**What you need to do:**
Gather every line below where "main" appears.

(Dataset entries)
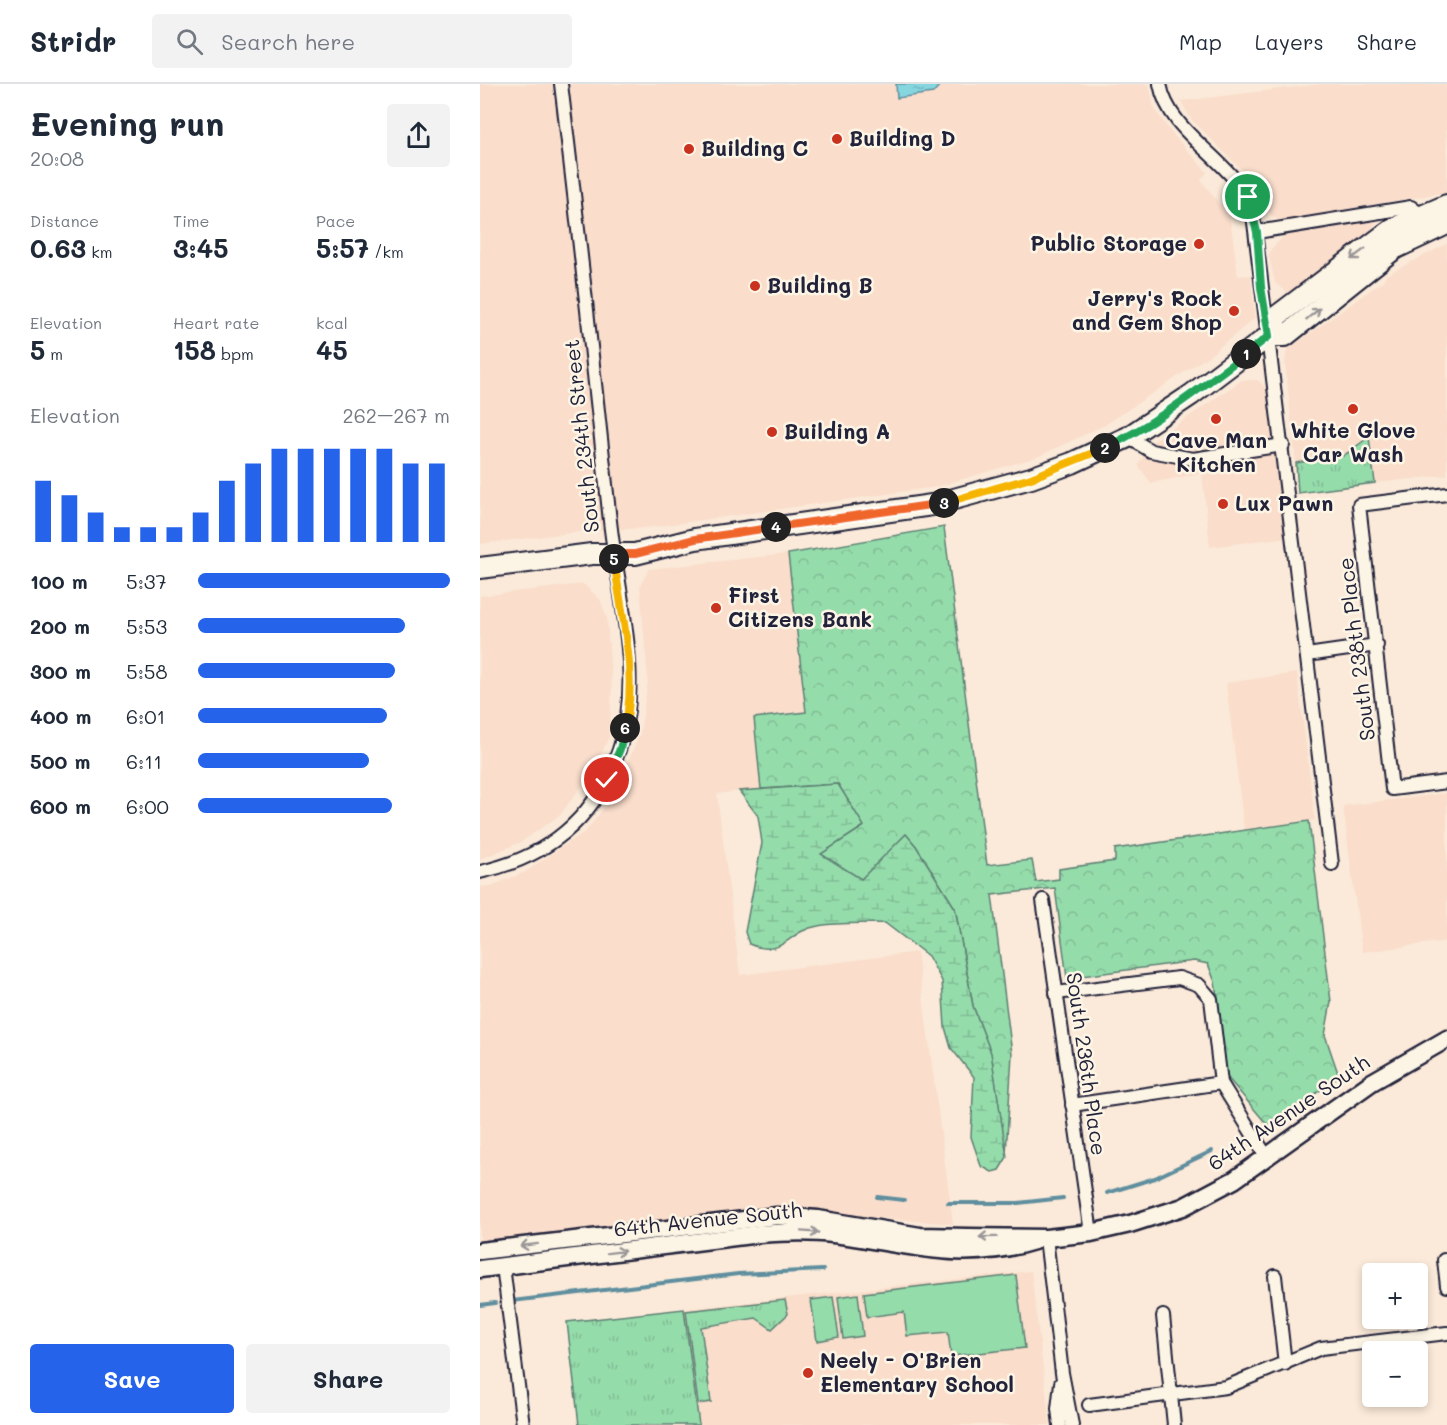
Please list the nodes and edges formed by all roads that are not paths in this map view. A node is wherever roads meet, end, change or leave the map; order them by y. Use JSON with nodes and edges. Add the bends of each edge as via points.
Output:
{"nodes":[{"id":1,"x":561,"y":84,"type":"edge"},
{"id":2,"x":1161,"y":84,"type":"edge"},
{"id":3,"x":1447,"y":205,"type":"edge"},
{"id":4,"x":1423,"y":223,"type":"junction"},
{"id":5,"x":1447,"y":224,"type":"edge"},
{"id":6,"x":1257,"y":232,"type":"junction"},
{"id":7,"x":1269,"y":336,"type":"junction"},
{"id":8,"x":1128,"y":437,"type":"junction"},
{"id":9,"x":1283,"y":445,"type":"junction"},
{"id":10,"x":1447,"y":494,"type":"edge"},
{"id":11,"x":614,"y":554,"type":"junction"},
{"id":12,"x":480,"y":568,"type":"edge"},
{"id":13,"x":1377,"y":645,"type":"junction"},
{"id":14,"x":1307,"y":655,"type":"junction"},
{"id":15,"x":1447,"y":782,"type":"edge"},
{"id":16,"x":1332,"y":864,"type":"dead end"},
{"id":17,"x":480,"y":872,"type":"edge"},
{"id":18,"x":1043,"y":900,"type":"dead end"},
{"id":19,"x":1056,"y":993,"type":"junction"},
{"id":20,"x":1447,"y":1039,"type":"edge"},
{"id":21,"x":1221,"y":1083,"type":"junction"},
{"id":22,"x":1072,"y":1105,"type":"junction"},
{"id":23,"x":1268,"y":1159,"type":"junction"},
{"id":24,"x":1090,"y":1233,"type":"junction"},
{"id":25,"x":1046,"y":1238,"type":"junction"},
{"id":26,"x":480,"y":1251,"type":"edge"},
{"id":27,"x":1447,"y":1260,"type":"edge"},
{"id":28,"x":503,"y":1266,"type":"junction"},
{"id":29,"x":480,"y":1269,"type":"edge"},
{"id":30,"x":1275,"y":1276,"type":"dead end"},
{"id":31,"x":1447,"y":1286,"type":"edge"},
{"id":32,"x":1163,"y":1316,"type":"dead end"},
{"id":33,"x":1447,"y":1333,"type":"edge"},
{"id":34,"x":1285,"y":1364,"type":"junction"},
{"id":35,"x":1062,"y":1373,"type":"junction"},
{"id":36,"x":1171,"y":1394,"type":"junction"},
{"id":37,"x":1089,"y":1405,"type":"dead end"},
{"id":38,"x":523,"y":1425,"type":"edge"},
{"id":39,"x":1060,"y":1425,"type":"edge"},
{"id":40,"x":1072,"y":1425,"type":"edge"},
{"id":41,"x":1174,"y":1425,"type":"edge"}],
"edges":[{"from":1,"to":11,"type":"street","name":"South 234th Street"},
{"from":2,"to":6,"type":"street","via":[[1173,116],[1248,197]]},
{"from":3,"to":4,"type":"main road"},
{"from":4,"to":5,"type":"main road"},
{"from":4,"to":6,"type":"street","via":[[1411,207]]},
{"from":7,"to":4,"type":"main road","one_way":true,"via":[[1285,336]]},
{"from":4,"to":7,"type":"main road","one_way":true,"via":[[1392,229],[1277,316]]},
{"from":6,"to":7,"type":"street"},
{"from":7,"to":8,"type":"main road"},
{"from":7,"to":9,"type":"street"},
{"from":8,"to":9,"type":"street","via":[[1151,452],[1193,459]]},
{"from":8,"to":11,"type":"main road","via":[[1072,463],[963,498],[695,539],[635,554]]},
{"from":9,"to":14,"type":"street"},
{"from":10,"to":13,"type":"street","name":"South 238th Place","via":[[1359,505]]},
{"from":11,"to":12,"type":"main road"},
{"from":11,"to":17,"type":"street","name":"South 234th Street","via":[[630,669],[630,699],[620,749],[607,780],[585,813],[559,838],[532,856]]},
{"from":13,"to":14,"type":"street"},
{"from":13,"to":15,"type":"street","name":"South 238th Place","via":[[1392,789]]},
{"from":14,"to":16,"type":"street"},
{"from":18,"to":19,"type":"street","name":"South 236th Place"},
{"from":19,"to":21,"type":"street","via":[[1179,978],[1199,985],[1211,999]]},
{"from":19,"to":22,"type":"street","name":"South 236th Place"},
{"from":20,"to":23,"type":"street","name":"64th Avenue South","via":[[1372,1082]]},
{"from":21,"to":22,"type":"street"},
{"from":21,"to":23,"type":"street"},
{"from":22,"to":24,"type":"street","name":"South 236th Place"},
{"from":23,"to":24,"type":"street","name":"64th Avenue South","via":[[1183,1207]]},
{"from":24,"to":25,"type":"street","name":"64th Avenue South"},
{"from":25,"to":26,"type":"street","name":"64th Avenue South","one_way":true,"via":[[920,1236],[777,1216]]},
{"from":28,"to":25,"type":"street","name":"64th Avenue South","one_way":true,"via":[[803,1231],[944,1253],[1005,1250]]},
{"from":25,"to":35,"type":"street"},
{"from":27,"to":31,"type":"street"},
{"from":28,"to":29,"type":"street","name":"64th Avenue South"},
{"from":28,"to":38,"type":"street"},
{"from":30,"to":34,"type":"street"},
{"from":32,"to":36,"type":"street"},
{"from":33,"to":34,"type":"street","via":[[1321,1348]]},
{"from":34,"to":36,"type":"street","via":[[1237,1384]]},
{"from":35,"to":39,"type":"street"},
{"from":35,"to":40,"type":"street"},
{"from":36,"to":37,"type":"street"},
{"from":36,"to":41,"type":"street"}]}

**Completed task:**
{"from":3,"to":4,"type":"main road"},
{"from":4,"to":5,"type":"main road"},
{"from":7,"to":4,"type":"main road","one_way":true,"via":[[1285,336]]},
{"from":4,"to":7,"type":"main road","one_way":true,"via":[[1392,229],[1277,316]]},
{"from":7,"to":8,"type":"main road"},
{"from":8,"to":11,"type":"main road","via":[[1072,463],[963,498],[695,539],[635,554]]},
{"from":11,"to":12,"type":"main road"},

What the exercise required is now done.